Finally, once the model has been evaluated and its predictability tested, the 100% of the database has been considered to train the model used for the sensitivity analysis.
3. Conceptual Model
The conceptual model (Figure 1) used in this study contains the following groups of variables:
The music variable has been divided into three states. The first one refers to driving without background music, the second refers to when driving while listening to either a sad or a relaxing music, and finally, the third state refers to driving while listening to a background music that is classified as a music that can result in cheerfulness or aggression.
Demographic and driving experience variables as user variables have also been considered in this study. For the driving experience variable, two states are defined. One in which it refers to drivers with little experience at the wheel, and the other in which it refers to those who have an extensive experience at the wheel. The data for the driving experience was obtained from the forms filled out by the participants prior to analysis. Both the years their driving license was issued, and the frequency of driving car was taken into account. The questions related this issue were “How often do you drive a car?” and “when driving license was issued?” If the driver had the driving license for more than 1 year and a half and, at the same time, he/she drives more than once a week, then the variable “experience steering a wheel” is classified as experienced; otherwise, the driver is classified as little experience.”

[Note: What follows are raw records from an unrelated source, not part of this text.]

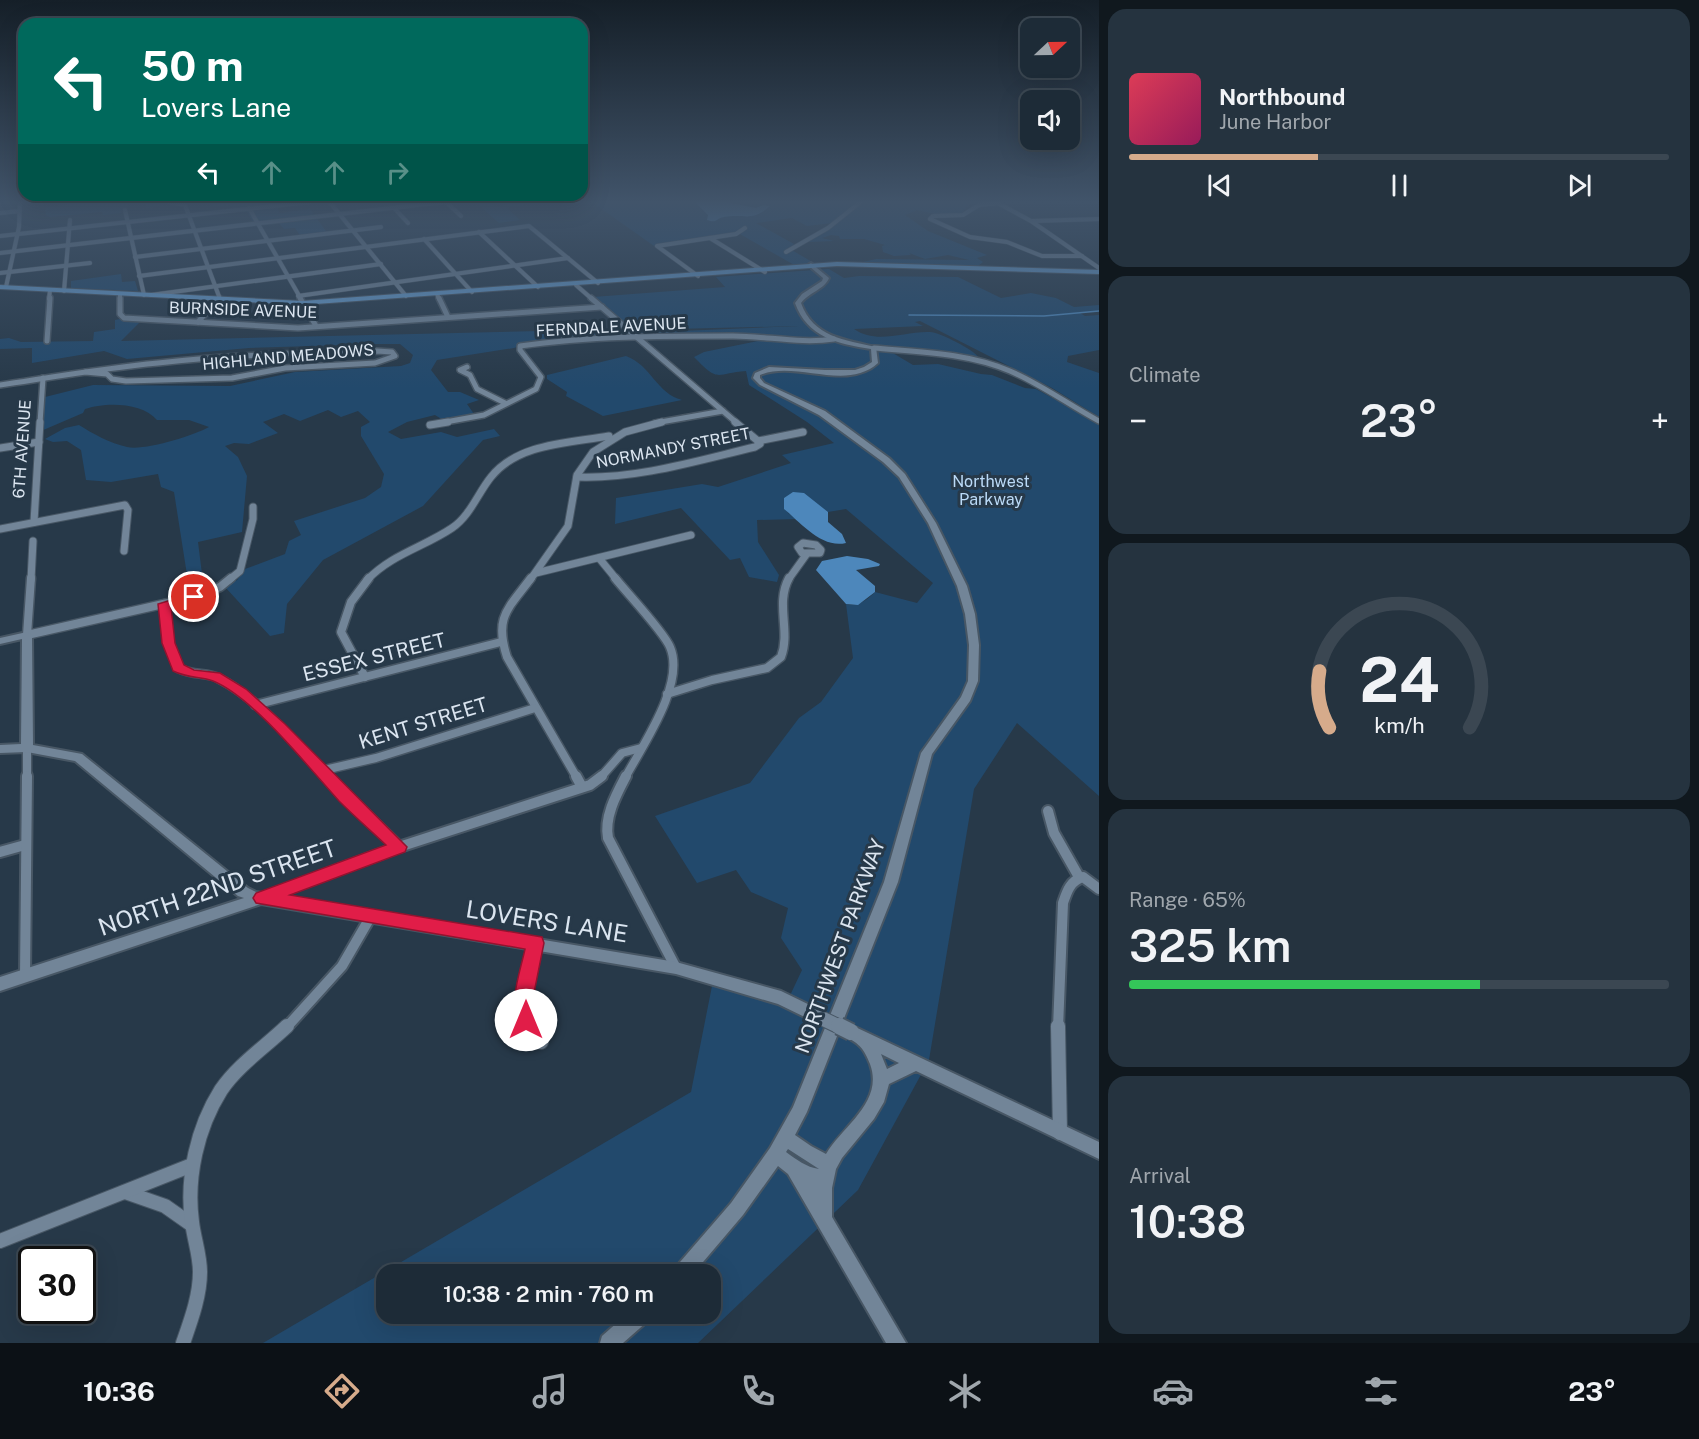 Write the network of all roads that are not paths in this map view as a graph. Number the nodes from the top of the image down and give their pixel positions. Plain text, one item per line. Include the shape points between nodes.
1 (11, 263) edge
2 (90, 263) dead end
3 (136, 263) edge
4 (207, 263) edge
5 (245, 263) edge
6 (278, 263) edge
7 (446, 263) edge
8 (512, 263) edge
9 (533, 263) edge
10 (574, 263) edge
11 (679, 263) edge
12 (750, 263) edge
13 (381, 264) joint
14 (67, 265) junction
15 (515, 265) junction
16 (209, 267) junction
17 (813, 267) junction
18 (764, 271) junction
19 (9, 272) junction
20 (1099, 272) edge
21 (0, 273) edge
22 (456, 274) junction
23 (139, 276) junction
24 (698, 276) junction
25 (286, 277) junction
26 (395, 282) junction
27 (598, 283) junction
28 (576, 285) junction
29 (216, 286) junction
30 (3, 287) edge
31 (538, 287) junction
32 (50, 290) junction
33 (64, 291) junction
34 (472, 292) junction
35 (120, 294) junction
36 (437, 294) junction
37 (146, 295) junction
38 (406, 296) junction
39 (220, 299) junction
40 (300, 299) junction
41 (602, 308) junction
42 (448, 317) junction
43 (198, 322) junction
44 (316, 326) junction
45 (637, 338) junction
46 (834, 339) junction
47 (47, 340) dead end
48 (874, 348) junction
49 (470, 371) dead end
50 (85, 372) junction
51 (43, 378) junction
52 (0, 385) edge
53 (505, 403) junction
54 (723, 411) junction
55 (1099, 421) edge
56 (430, 424) dead end
57 (803, 432) dead end
58 (615, 434) junction
59 (758, 441) junction
60 (39, 442) junction
61 (0, 448) edge
62 (577, 477) junction
63 (253, 507) dead end
64 (34, 522) junction
65 (0, 529) edge
66 (691, 535) dead end
67 (33, 541) dead end
68 (124, 551) dead end
69 (806, 555) dead end
70 (599, 558) junction
71 (536, 573) junction
72 (165, 604) junction
73 (27, 635) junction
74 (0, 641) edge
75 (501, 642) junction
76 (365, 677) junction
77 (667, 694) junction
78 (255, 705) junction
79 (535, 708) junction
80 (27, 748) junction
81 (641, 748) junction
82 (0, 750) edge
83 (320, 771) junction
84 (582, 787) junction
85 (1048, 811) dead end
86 (25, 845) junction
87 (399, 847) junction
88 (0, 852) edge
89 (1079, 877) junction
90 (1099, 889) edge
91 (262, 898) junction
92 (371, 916) junction
93 (535, 943) junction
94 (676, 968) junction
95 (25, 976) junction
96 (0, 984) edge
97 (857, 1035) junction
98 (542, 1042) dead end
99 (916, 1063) junction
100 (882, 1079) junction
101 (1060, 1133) junction
102 (785, 1137) junction
103 (1099, 1151) edge
104 (776, 1154) junction
105 (192, 1165) junction
106 (795, 1170) junction
107 (827, 1171) junction
108 (124, 1192) junction
109 (824, 1216) junction
110 (192, 1225) junction
111 (0, 1241) edge
112 (690, 1264) edge
113 (630, 1324) edge
114 (183, 1343) edge
115 (609, 1343) edge
116 (897, 1343) edge

1 - 19 street
2 - 14 street
3 - 23 street
4 - 16 street
5 - 16 street
6 - 25 street
7 - 22 street
8 - 15 street
9 - 15 street
10 - 27 street
11 - 24 street
12 - 18 street
13 - 25 street
13 - 26 street
14 - 19 street
14 - 33 street
15 - 22 street
15 - 31 street
16 - 23 street
16 - 29 street
17 - 18 main road
17 - 20 main road
17 - 46 street via 823,274 825,282 800,299 799,308 812,327
18 - 24 main road
19 - 21 street
19 - 30 street
22 - 26 street
22 - 34 street
23 - 37 street
24 - 27 main road
25 - 29 street
25 - 40 street
26 - 38 street
26 - 40 street
27 - 28 main road
28 - 31 main road
28 - 41 street
29 - 37 street
29 - 39 street
30 - 32 main road
31 - 34 main road
32 - 33 main road
32 - 47 street
33 - 35 main road
34 - 36 main road
35 - 37 main road
35 - 43 street, BURNSIDE AVENUE via 120,314 124,318
36 - 38 main road
36 - 42 street
37 - 39 main road
38 - 40 main road
39 - 40 main road
39 - 43 street
40 - 44 street
41 - 42 street, BURNSIDE AVENUE
41 - 45 street
42 - 44 street, BURNSIDE AVENUE
43 - 44 street, BURNSIDE AVENUE
45 - 46 street, FERNDALE AVENUE via 749,336 814,342
45 - 53 street, FERNDALE AVENUE via 520,346 521,353 541,377 541,384
45 - 54 street
46 - 48 street
48 - 55 street via 942,353 984,362 1021,377
48 - 102 street, NORTHWEST PARKWAY via 874,363 862,370 776,368 762,371 756,378 822,413 902,476 932,523 962,586 974,645 973,681 966,698 927,753 891,882 819,1070
49 - 53 street via 477,389
50 - 50 street, HIGHLAND MEADOWS via 272,354 388,351 395,356 375,363 285,368 228,378 126,381
50 - 51 street
51 - 52 street
51 - 60 street, 6TH AVENUE
53 - 56 street, FERNDALE AVENUE via 484,415
54 - 58 street
54 - 59 street
57 - 59 street, NORMANDY STREET
58 - 62 street via 580,468
58 - 76 street via 527,452 508,460 455,525 372,571 347,607 341,632
59 - 62 street, NORMANDY STREET via 760,444 755,447 634,473
60 - 61 street
60 - 64 street, 6TH AVENUE
62 - 71 street via 572,517
63 - 72 street via 240,571 209,592
64 - 65 street
64 - 68 street via 125,505 128,510
66 - 70 street
67 - 73 street
69 - 77 street via 787,581 782,600 786,635 782,657 767,668
70 - 71 street
70 - 77 street via 670,646 675,672
71 - 75 street via 503,617
72 - 73 street
72 - 78 street via 168,643 178,668 225,680
73 - 74 street
73 - 80 street
75 - 76 street, ESSEX STREET
75 - 79 street
76 - 78 street, ESSEX STREET
77 - 81 street
78 - 83 street
79 - 83 street, KENT STREET via 376,758
79 - 84 street
80 - 82 street, LOVERS LANE
80 - 86 street
80 - 91 street, LOVERS LANE via 78,757 243,892
81 - 84 street, NORTH 22ND STREET via 619,754 596,782
81 - 94 street via 611,812 607,832
83 - 87 street
84 - 87 street, NORTH 22ND STREET
85 - 89 street via 1053,833
86 - 88 street
86 - 95 street
87 - 91 street, NORTH 22ND STREET
89 - 90 street
89 - 101 street via 1069,884 1063,903 1057,1045
91 - 92 street, LOVERS LANE
91 - 95 street, NORTH 22ND STREET
92 - 93 street, LOVERS LANE
92 - 105 street via 341,969 308,1006 238,1070 217,1097
93 - 94 street, LOVERS LANE
93 - 98 street via 524,998 526,1020
94 - 97 street, LOVERS LANE, bridge via 772,995
95 - 96 street, NORTH 22ND STREET
97 - 99 street, LOVERS LANE
97 - 100 street via 879,1062
99 - 100 street
99 - 101 street, LOVERS LANE
100 - 107 street via 875,1105
101 - 103 street, LOVERS LANE
102 - 104 street, NORTHWEST PARKWAY
102 - 107 street
104 - 106 street
104 - 112 street, NORTHWEST PARKWAY via 737,1209
105 - 108 street
105 - 110 street
106 - 107 street via 812,1178
106 - 109 street
107 - 109 street
108 - 110 street via 165,1206
108 - 111 street
109 - 116 street
110 - 114 street via 200,1263 198,1293
113 - 115 street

The telemetry variables that have been taken into consideration to develop the mathematical model are as follows: acceleration, revolutions, infractions, brake, and finally, the speed that is the variable object of study.
As regards the “acceleration” variable, three states have been considered. The first state indicates that there is no acceleration; all the cases in which the vehicle carries a constant speed is stopped or carries a negative acceleration (braking) is included in this section. The second state indicates that the acceleration is normal. The third state indicates that the acceleration is high.
The variable “revolutions” also have three different states. The first state refers to the time and situation when revolutions are lower than 2250 rpm. The second state refers to the situation and time if revolutions are between 2250 and 3000 rpm. Finally, the third state refers to situation and time if the level of revolutions is higher than 3000 rpm.
The variable “infractions” is divided into two states. The first state indicates that an infringement is being committed, and the second state indicates that not any infringement is being committed. The infringements do not take into account the speed infraction since a specific variable has been defined for studying it.
The grouping of the infractions are as follows: traffic lights (skipping a red light), traffic signs (failure to comply with traffic signs), road markings (failure to comply with the different road markings), safety distances (failure to maintain the safety distance), lights (incorrect use of lights), collisions (collisions with other vehicles or objects on the road), abuses (pedestrian or animal abuse), and other infractions.
The “brake” variable contains three states. The first state is the one obtained when the driver is not pushing the brake. In addition, we distinguish the other two states: if the braking is normal or if it is done abruptly.
With regards to “speed” considered as the target variable, this variable has been divided into three states according to the speeds states established by the DGT as suitable for driving (Table 3). Driving speed below legal speed limit, driving speed more than legal limit but less than the radar limit (driving speed is between the speed limit and the speed of activation of the cinemometer), and driving speed higher than the radar limit.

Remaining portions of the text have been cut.